Here’s his recounting of the the raising of a wind turbine on Martha’s Vineyard.
Yesterday, we raised the ARE 442 wind turbine, which was donated to the Martha's Vineyard Regional High School by a wonderful woman who succumbed to cancer before she could see it turn (see plaque). Sophie bore witness to the raising. She knows that it really did happen, even though all known forces conspired to prevent it.
Finally, after waiting for eight months, and enduring delay after frustrating delay, this "next generation of small windpower," which I think it really is, arrived. This is the third ARE 442 to be manufactured, a beta stage product, to be certain. But our eggs are in this basket. We're believers.

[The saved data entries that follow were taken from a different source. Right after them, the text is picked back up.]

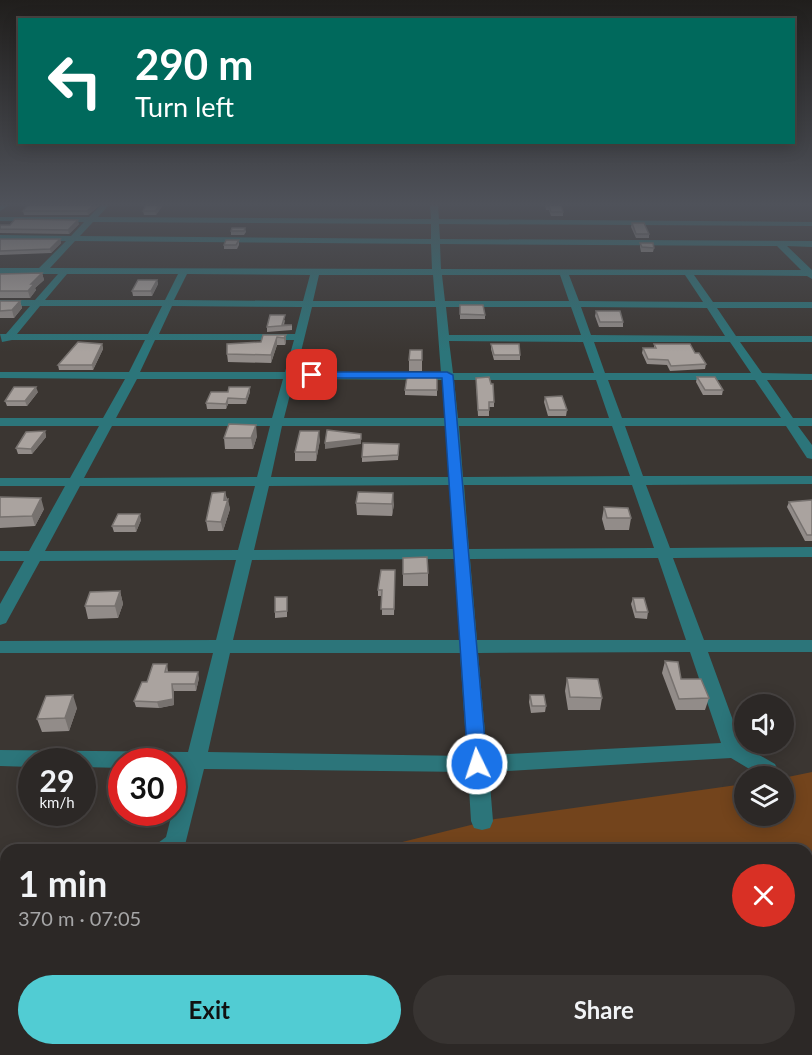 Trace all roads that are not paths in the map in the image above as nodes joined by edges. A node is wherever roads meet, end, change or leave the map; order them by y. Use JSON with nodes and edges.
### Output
{"nodes":[{"id":1,"x":58,"y":254,"type":"edge"},
{"id":2,"x":436,"y":254,"type":"edge"},
{"id":3,"x":791,"y":254,"type":"edge"},
{"id":4,"x":0,"y":271,"type":"edge"},
{"id":5,"x":42,"y":271,"type":"junction"},
{"id":6,"x":65,"y":271,"type":"junction"},
{"id":7,"x":184,"y":272,"type":"junction"},
{"id":8,"x":315,"y":272,"type":"junction"},
{"id":9,"x":437,"y":272,"type":"junction"},
{"id":10,"x":564,"y":273,"type":"junction"},
{"id":11,"x":688,"y":273,"type":"junction"},
{"id":12,"x":811,"y":274,"type":"edge"},
{"id":13,"x":0,"y":303,"type":"edge"},
{"id":14,"x":38,"y":303,"type":"junction"},
{"id":15,"x":168,"y":303,"type":"junction"},
{"id":16,"x":308,"y":303,"type":"junction"},
{"id":17,"x":440,"y":303,"type":"junction"},
{"id":18,"x":576,"y":304,"type":"junction"},
{"id":19,"x":709,"y":304,"type":"junction"},
{"id":20,"x":812,"y":304,"type":"edge"},
{"id":21,"x":4,"y":337,"type":"edge"},
{"id":22,"x":151,"y":337,"type":"junction"},
{"id":23,"x":300,"y":337,"type":"junction"},
{"id":24,"x":444,"y":338,"type":"junction"},
{"id":25,"x":588,"y":338,"type":"junction"},
{"id":26,"x":732,"y":339,"type":"junction"},
{"id":27,"x":812,"y":339,"type":"edge"},
{"id":28,"x":0,"y":347,"type":"edge"},
{"id":29,"x":0,"y":375,"type":"edge"},
{"id":30,"x":133,"y":375,"type":"junction"},
{"id":31,"x":290,"y":375,"type":"junction"},
{"id":32,"x":447,"y":375,"type":"junction"},
{"id":33,"x":600,"y":376,"type":"junction"},
{"id":34,"x":758,"y":377,"type":"junction"},
{"id":35,"x":812,"y":377,"type":"edge"},
{"id":36,"x":452,"y":421,"type":"junction"},
{"id":37,"x":617,"y":421,"type":"junction"},
{"id":38,"x":0,"y":422,"type":"edge"},
{"id":39,"x":107,"y":422,"type":"junction"},
{"id":40,"x":278,"y":422,"type":"junction"},
{"id":41,"x":790,"y":422,"type":"junction"},
{"id":42,"x":812,"y":422,"type":"edge"},
{"id":43,"x":812,"y":455,"type":"edge"},
{"id":44,"x":639,"y":480,"type":"junction"},
{"id":45,"x":812,"y":480,"type":"edge"},
{"id":46,"x":264,"y":481,"type":"junction"},
{"id":47,"x":455,"y":481,"type":"junction"},
{"id":48,"x":0,"y":482,"type":"edge"},
{"id":49,"x":74,"y":482,"type":"junction"},
{"id":50,"x":664,"y":552,"type":"junction"},
{"id":51,"x":812,"y":552,"type":"edge"},
{"id":52,"x":246,"y":554,"type":"junction"},
{"id":53,"x":462,"y":554,"type":"junction"},
{"id":54,"x":34,"y":555,"type":"junction"},
{"id":55,"x":0,"y":556,"type":"edge"},
{"id":56,"x":0,"y":619,"type":"edge"},
{"id":57,"x":697,"y":646,"type":"junction"},
{"id":58,"x":812,"y":646,"type":"edge"},
{"id":59,"x":0,"y":647,"type":"edge"},
{"id":60,"x":224,"y":647,"type":"junction"},
{"id":61,"x":469,"y":647,"type":"junction"},
{"id":62,"x":734,"y":750,"type":"joint"},
{"id":63,"x":741,"y":754,"type":"edge"},
{"id":64,"x":0,"y":758,"type":"edge"},
{"id":65,"x":195,"y":762,"type":"junction"},
{"id":66,"x":477,"y":764,"type":"junction"},
{"id":67,"x":761,"y":766,"type":"edge"},
{"id":68,"x":482,"y":821,"type":"dead end"},
{"id":69,"x":174,"y":844,"type":"edge"}],
"edges":[{"from":1,"to":5,"type":"street"},
{"from":2,"to":9,"type":"street"},
{"from":3,"to":12,"type":"street"},
{"from":4,"to":5,"type":"street"},
{"from":5,"to":6,"type":"street"},
{"from":6,"to":7,"type":"street"},
{"from":6,"to":14,"type":"street"},
{"from":7,"to":8,"type":"street"},
{"from":7,"to":15,"type":"street"},
{"from":8,"to":9,"type":"street"},
{"from":8,"to":16,"type":"street"},
{"from":9,"to":10,"type":"street"},
{"from":9,"to":17,"type":"street"},
{"from":10,"to":11,"type":"street"},
{"from":10,"to":18,"type":"street"},
{"from":11,"to":12,"type":"street"},
{"from":11,"to":19,"type":"street"},
{"from":13,"to":14,"type":"street"},
{"from":14,"to":15,"type":"street"},
{"from":14,"to":21,"type":"street"},
{"from":15,"to":16,"type":"street"},
{"from":15,"to":22,"type":"street"},
{"from":16,"to":17,"type":"street"},
{"from":16,"to":23,"type":"street"},
{"from":17,"to":18,"type":"street"},
{"from":17,"to":24,"type":"street"},
{"from":18,"to":19,"type":"street"},
{"from":18,"to":25,"type":"street"},
{"from":19,"to":20,"type":"street"},
{"from":19,"to":26,"type":"street"},
{"from":21,"to":22,"type":"street"},
{"from":21,"to":28,"type":"street"},
{"from":22,"to":23,"type":"street"},
{"from":22,"to":30,"type":"street"},
{"from":23,"to":31,"type":"street"},
{"from":24,"to":25,"type":"street"},
{"from":24,"to":32,"type":"street"},
{"from":25,"to":26,"type":"street"},
{"from":25,"to":33,"type":"street"},
{"from":26,"to":27,"type":"street"},
{"from":26,"to":34,"type":"street"},
{"from":29,"to":30,"type":"street"},
{"from":30,"to":31,"type":"street"},
{"from":30,"to":39,"type":"street"},
{"from":31,"to":32,"type":"street"},
{"from":31,"to":40,"type":"street"},
{"from":32,"to":33,"type":"street"},
{"from":32,"to":36,"type":"street"},
{"from":33,"to":34,"type":"street"},
{"from":33,"to":37,"type":"street"},
{"from":34,"to":35,"type":"street"},
{"from":34,"to":41,"type":"street"},
{"from":36,"to":37,"type":"street"},
{"from":36,"to":40,"type":"street"},
{"from":36,"to":47,"type":"street"},
{"from":37,"to":41,"type":"street"},
{"from":37,"to":44,"type":"street"},
{"from":38,"to":39,"type":"street"},
{"from":39,"to":40,"type":"street"},
{"from":39,"to":49,"type":"street"},
{"from":40,"to":46,"type":"street"},
{"from":41,"to":42,"type":"street"},
{"from":41,"to":43,"type":"street"},
{"from":44,"to":45,"type":"street"},
{"from":44,"to":47,"type":"street"},
{"from":44,"to":50,"type":"street"},
{"from":46,"to":47,"type":"street"},
{"from":46,"to":49,"type":"street"},
{"from":46,"to":52,"type":"street"},
{"from":47,"to":53,"type":"street"},
{"from":48,"to":49,"type":"street"},
{"from":49,"to":54,"type":"street"},
{"from":50,"to":51,"type":"street"},
{"from":50,"to":53,"type":"street"},
{"from":50,"to":57,"type":"street"},
{"from":52,"to":53,"type":"street"},
{"from":52,"to":54,"type":"street"},
{"from":52,"to":60,"type":"street"},
{"from":53,"to":61,"type":"street"},
{"from":54,"to":55,"type":"street"},
{"from":54,"to":56,"type":"street"},
{"from":57,"to":58,"type":"street"},
{"from":57,"to":61,"type":"street"},
{"from":57,"to":62,"type":"street"},
{"from":59,"to":60,"type":"street"},
{"from":60,"to":61,"type":"street"},
{"from":60,"to":65,"type":"street"},
{"from":61,"to":66,"type":"street"},
{"from":62,"to":66,"type":"street"},
{"from":63,"to":67,"type":"street"},
{"from":64,"to":65,"type":"street"},
{"from":65,"to":66,"type":"street"},
{"from":65,"to":69,"type":"street"},
{"from":66,"to":68,"type":"street"}]}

So. . . this was the week, right? Robert Preus, the inventor and president of the company, arrives to find that Phil and Peter D (our company wind mavens) can’t figure out how to hook the turbine to the tower. It doesn’t fit!! “Oh, my guys must have sent the wrong mounting plate diagram to the tower company,” says Robert. The tower’s been lying at the High School for most of human history, with the wrong mounting plate, and now it’s D-Day. Needless to say, it was time to swing into action, which Phil and Robert did. A Falmouth machine shop furiously fabricated the part, bolts were delivered to Hyannis, and finally made it here (after being flown to Nantucket and getting stranded there when the airport closed due to bad weather).
Now erected, it will be 4-6 weeks before it actually runs, as the sophisticated controls need some re-engineering.
There’s a lot more to this story. I could write a book about it. There would be expletives, but there would be poetry too. I think the book will have a good ending. One thing I can tell you for certain: this is a thing of great beauty. Right Sophie?